The 2012 decline also hit government, where budgetary and labor reforms in places like Wisconsin and Tennessee have taken hold. The inimitable Mike Antonucci, writing at the Education Intelligence Agency, picked apart the numbers to unravel 10 interesting observations, including this pair of gems:
9) If the trends recorded since 2000 continue, by 2051 there will be 8 million union members in the United States – 6.6% of the total workforce – and they will all work for the government.
10) Five million of them will be teachers.
Of course, that assumes the likes of the National Education Association will overcome the most recent short-term numbers that suggest their national membership has slipped a bit. To some extent, Colorado mirrors the national trend.
While Colorado teachers are blessed with the freedom to decide whether to join or to pay fees to a union, in many of the larger districts the option to exit the union is limited by various revocation (opt-out) periods. In some cases, it’s easier to get out of a cell phone contract than to get out of the union. Show up at the union office during a two-week window at the busiest time of the school year and fill out the forms, maybe even get an interrogation.
Last year the legislature considered House Bill 1333, which would have afforded all teachers the opportunity to get in or out of a union membership payroll deduction with 30 days notice. (CEA union lobbyists testified against the proposal, all based on the feeble argument that the legislation violated “local control.”)
Well, two very similar proposals have been introduced under the Golden Dome this year, both by freshman legislators: Senate Bill 17 and Senate Bill 141. Insofar as either one restores this option to teachers, without imposing a requirement that school districts serve as collection agents for organized labor, they represent a worthy step forward on behalf of free association.

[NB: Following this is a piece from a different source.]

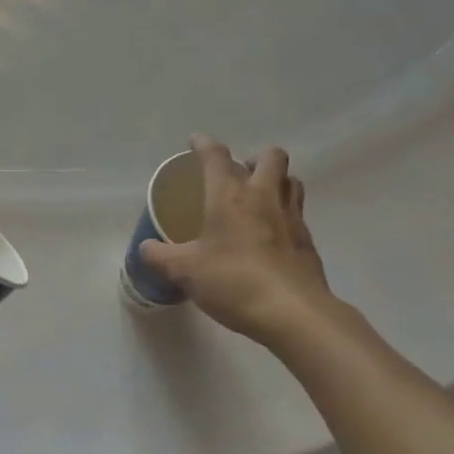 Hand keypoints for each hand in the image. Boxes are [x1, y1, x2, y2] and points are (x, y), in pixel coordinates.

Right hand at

If Colorado and other states were to adopt such a policy, one must wonder what it would mean for Antonucci’s prediction of future trends. To serve an empowered generation of younger teachers and maintain its membership rolls, just how much would organizations like CEA have to adapt themselves? Given the composition of political power, we may not begin to find an answer this legislative session. But the long-term trends are hard to deny.